Suhr, who'll mark her 30th birthday on Feb. 5, seemed to have plenty of altitude each time, but she never could get her timing straight as the bar plunked down on every attempt and she no-heighted.

So that opened the door to Jillian Schwartz.

As Suhr flubbed her attempts at 14-10, Schwartz squirmed over on second attempt and then had the bar raised to 15-1 3/4 (4.62 meters.)

All this on new poles.

She failed to clear 15-1 3/4 but made the point that she's going to be a big-time factor in the event. With emphasis.

"It was my first meet of the year and a good one," she said. "I started jumping really late in training and didn't really have any expectations coming in to the meet."

Back in 2004, the Duke University graduate, out of Lake Forest High School in Illinois, qualified for the USA Team bound for the Athens Olympics but was unable to get out of the qualifying round in the Games.

After failing to make the 2008 USA Beijing-bound team — placing a disappointed fourth at the Trials — Schwartz switched National teams and signed on to Israel’s national squad in 2009. (And served a stint as volunteer PV coach at Columbia University along the way).

Israel has never had an Olympic medalist in track and field — athough Israeli Olympians have earned three medals in judo, three in sailing and one in canoeing.

For a while, it seemed like another pole vaulter, Alex Averbukh, was destined to earn Israel’s first Olympic medal in track.

He took the gold medal at the 2002 European Championships in  one of the most dramatic settings the sport has ever seen.

Averbukh traveled to Munich — where Adolf Hitler’s rise to infamy began — and won the PV for Israel in the closing event of those '02 Europeans.

(Politics, ironically, rules in another way. Barred from the Asian Games — by the politics of the region, Asian nation Israel is instead invited into the European Championships).
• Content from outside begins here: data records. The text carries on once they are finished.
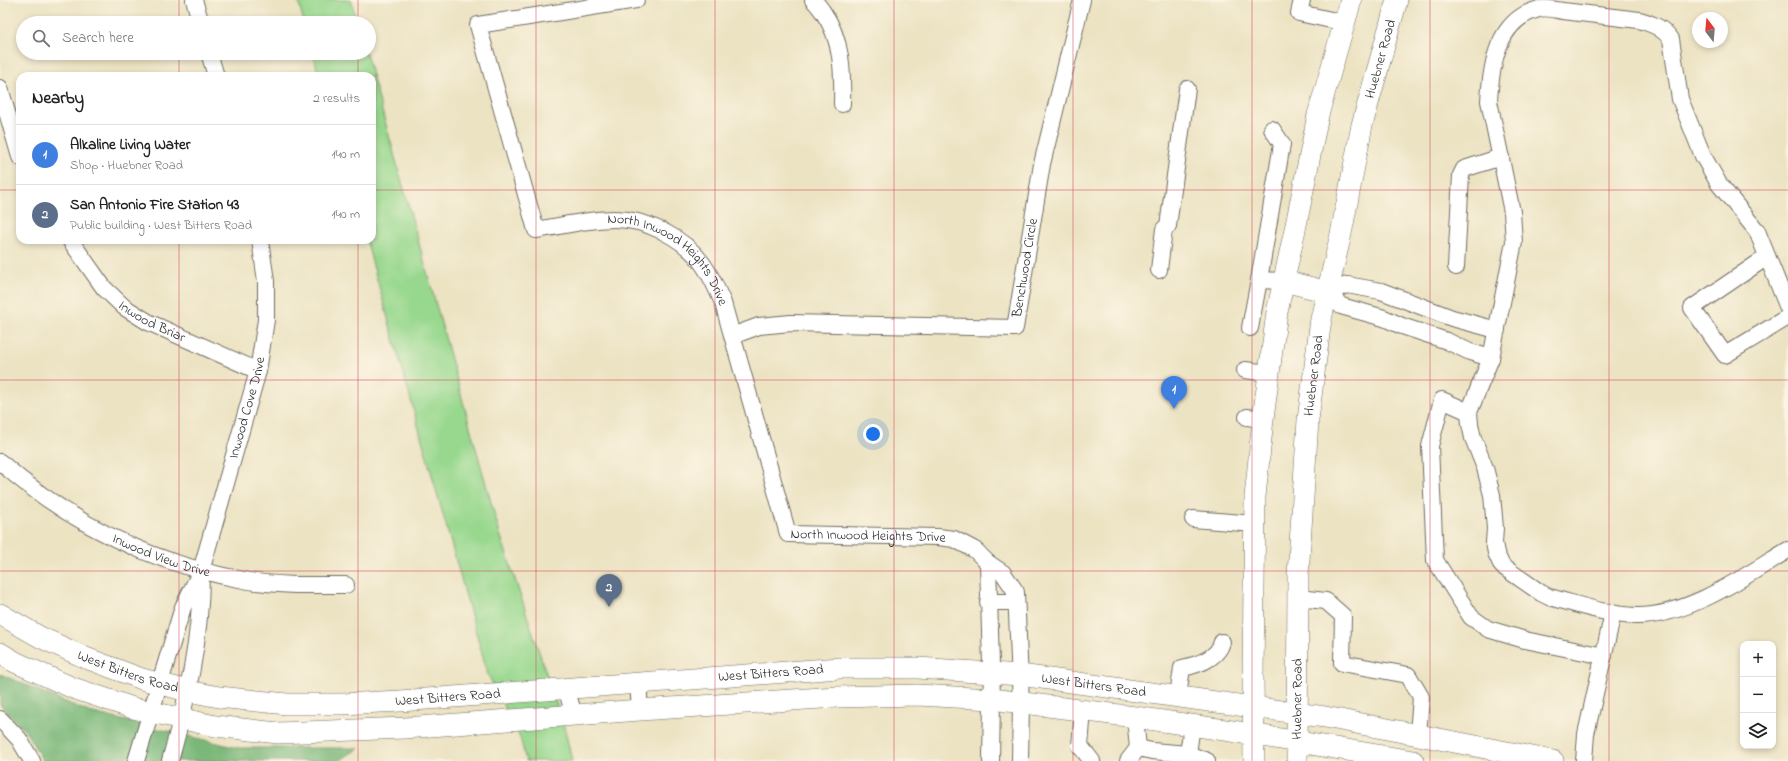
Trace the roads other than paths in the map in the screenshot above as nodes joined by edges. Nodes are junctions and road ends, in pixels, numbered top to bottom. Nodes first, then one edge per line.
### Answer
1 (194, 0) edge
2 (636, 0) edge
3 (813, 0) edge
4 (1082, 0) edge
5 (1302, 0) edge
6 (1351, 0) edge
7 (1397, 0) edge
8 (199, 16) edge
9 (1345, 23) junction
10 (211, 60) edge
11 (215, 72) edge
12 (0, 88) edge
13 (1187, 89) dead end
14 (842, 104) dead end
15 (1272, 129) dead end
16 (16, 142) edge
17 (1501, 157) junction
18 (73, 244) edge
19 (261, 244) edge
20 (1768, 257) junction
21 (1456, 267) dead end
22 (1159, 270) dead end
23 (1259, 280) junction
24 (1284, 281) junction
25 (1328, 292) junction
26 (1788, 308) edge
27 (1788, 317) edge
28 (1250, 328) dead end
29 (1497, 330) junction
30 (732, 336) junction
31 (1491, 358) junction
32 (1245, 370) dead end
33 (258, 371) junction
34 (1268, 374) junction
35 (1470, 412) junction
36 (0, 462) edge
37 (1193, 519) dead end
38 (1255, 524) junction
39 (1788, 550) edge
40 (988, 563) junction
41 (201, 571) junction
42 (346, 585) dead end
43 (1298, 598) junction
44 (988, 602) junction
45 (1016, 602) junction
46 (0, 614) edge
47 (1613, 614) junction
48 (179, 620) junction
49 (198, 624) junction
50 (1222, 642) dead end
51 (0, 653) edge
52 (1604, 656) junction
53 (990, 673) junction
54 (1020, 675) junction
55 (638, 682) junction
56 (159, 684) junction
57 (566, 688) junction
58 (188, 691) junction
59 (1178, 696) junction
60 (992, 699) junction
61 (1021, 703) junction
62 (1253, 706) junction
63 (640, 710) junction
64 (1083, 710) junction
65 (151, 712) junction
66 (1298, 713) junction
67 (574, 715) junction
68 (1135, 717) junction
69 (0, 719) edge
70 (181, 719) junction
71 (1192, 725) junction
72 (1254, 734) junction
73 (1418, 734) junction
74 (1297, 751) edge
75 (1136, 754) edge
76 (1182, 756) edge
77 (32, 761) edge
78 (136, 761) edge
79 (170, 761) edge
80 (991, 761) edge
81 (1020, 761) edge
82 (1092, 761) edge
83 (1128, 761) edge
84 (1207, 761) edge
85 (1254, 761) edge
86 (1413, 761) edge
87 (1552, 761) edge
88 (1584, 761) edge

1 - 8 street
2 - 30 street, North Inwood Heights Drive
3 - 14 street
4 - 30 street, Benchwood Circle
5 - 9 street
6 - 9 main road
7 - 25 main road, Huebner Road
9 - 24 main road
10 - 11 street
12 - 16 street
13 - 22 street
15 - 23 street
17 - 20 street
17 - 21 street
17 - 29 street
18 - 33 street, Inwood Briar
19 - 33 street, Inwood Cove Drive
20 - 26 street
20 - 27 street
23 - 24 street
23 - 28 street
24 - 25 main road
24 - 34 main road
25 - 29 street
25 - 31 street
25 - 43 main road, Huebner Road
29 - 31 street
30 - 40 street, North Inwood Heights Drive
31 - 35 street
32 - 34 street
33 - 41 street, Inwood Cove Drive
34 - 38 main road
35 - 47 street
35 - 52 street
36 - 41 street, Inwood View Drive
37 - 38 street
38 - 62 main road
39 - 47 street
40 - 44 street
40 - 45 street, North Inwood Heights Drive
41 - 42 street, Inwood View Drive
41 - 48 street, Inwood Cove Drive
41 - 49 street, Inwood Cove Drive
43 - 66 main road, Huebner Road
43 - 73 street
44 - 45 street
44 - 53 street
45 - 54 street, North Inwood Heights Drive
46 - 56 main road, West Bitters Road
47 - 52 street
48 - 49 street
48 - 56 street, Inwood Cove Drive
49 - 58 street, Inwood Cove Drive
50 - 59 street
51 - 65 main road, West Bitters Road
52 - 88 street
53 - 54 main road, West Bitters Road
53 - 55 main road, West Bitters Road
53 - 60 street
54 - 59 main road, West Bitters Road
54 - 61 street, North Inwood Heights Drive
55 - 57 main road, West Bitters Road
55 - 63 street
56 - 58 main road, West Bitters Road
56 - 65 street, Inwood Cove Drive
57 - 58 main road, West Bitters Road
57 - 67 street
58 - 70 street, Inwood Cove Drive
59 - 62 main road, West Bitters Road
60 - 61 main road, West Bitters Road
60 - 63 main road, West Bitters Road
60 - 80 street
61 - 64 main road, West Bitters Road
61 - 81 street, North Inwood Heights Drive
62 - 66 main road, West Bitters Road
62 - 72 main road
63 - 67 main road, West Bitters Road
64 - 68 main road, West Bitters Road
64 - 82 street
65 - 70 main road, West Bitters Road
65 - 78 street, Inwood Cove Drive
66 - 73 main road, West Bitters Road
66 - 74 main road, Huebner Road
67 - 70 main road, West Bitters Road
68 - 71 main road, West Bitters Road
68 - 75 street
69 - 77 street
70 - 79 street, Inwood Cove Drive
71 - 72 main road, West Bitters Road
71 - 76 street
72 - 74 main road, West Bitters Road
72 - 85 main road
73 - 87 main road, West Bitters Road
74 - 86 main road, West Bitters Road
75 - 76 street
75 - 83 street
76 - 84 street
Averbukh repeated as European PV champion at Goteborg in 2006 but never did get to the Olympic podium, never able to equal his '02 and '06 feats at the Olympics.

Thus, the new question: Does Schwartz have London medal potential?

One bottom-line response: "Why not?"

With Russian world record-holder Yelena Iisinbaeva in a slump, Brazilian star Fabiana Maurer (winner at the last big women's PV at the Garden, the 2011 Millrose Games) inconsistent, and America's best, Suhr, sometimes beatable, the window of opportunity is surely there.

NOTES:

Other U.S. Open winners, besides Williams and Schwartz, who are scheduled to compete at the Millrose Games at The Armory on Feb. 11 were Terrence Trammell beating David Oliver in the 50m hurdles (6.45 to 6.50) and both high school mile champions — Samantha Nadel of North Shore and Zavon Watkins of Liverpool.

Nadel, who will be heading to Georgetown, ran alone to a terrific 4:47.66 victory on Saturday and looks like a favorite to repeat at Millrose. Watkins, who will be a Penn State Nittany Lion in the final, took control in the final quarter to win in 4:19.86.

Another winner was Brenda Martinez, who cruised to a 4:34.62 win in the elite mile. She had pulled off another victory at the New Balance Games at The Armory last weekend. She is not scheduled to run at Millrose though.

In a cat-and-mouse final quarter in the men's elite mile, Kenya's Silas Kiplagat got the better of Bernard Lagat, though neither was able to run sub-four on the tight track. Lagat will lead a stellar field in the men's 5,000m at Millrose.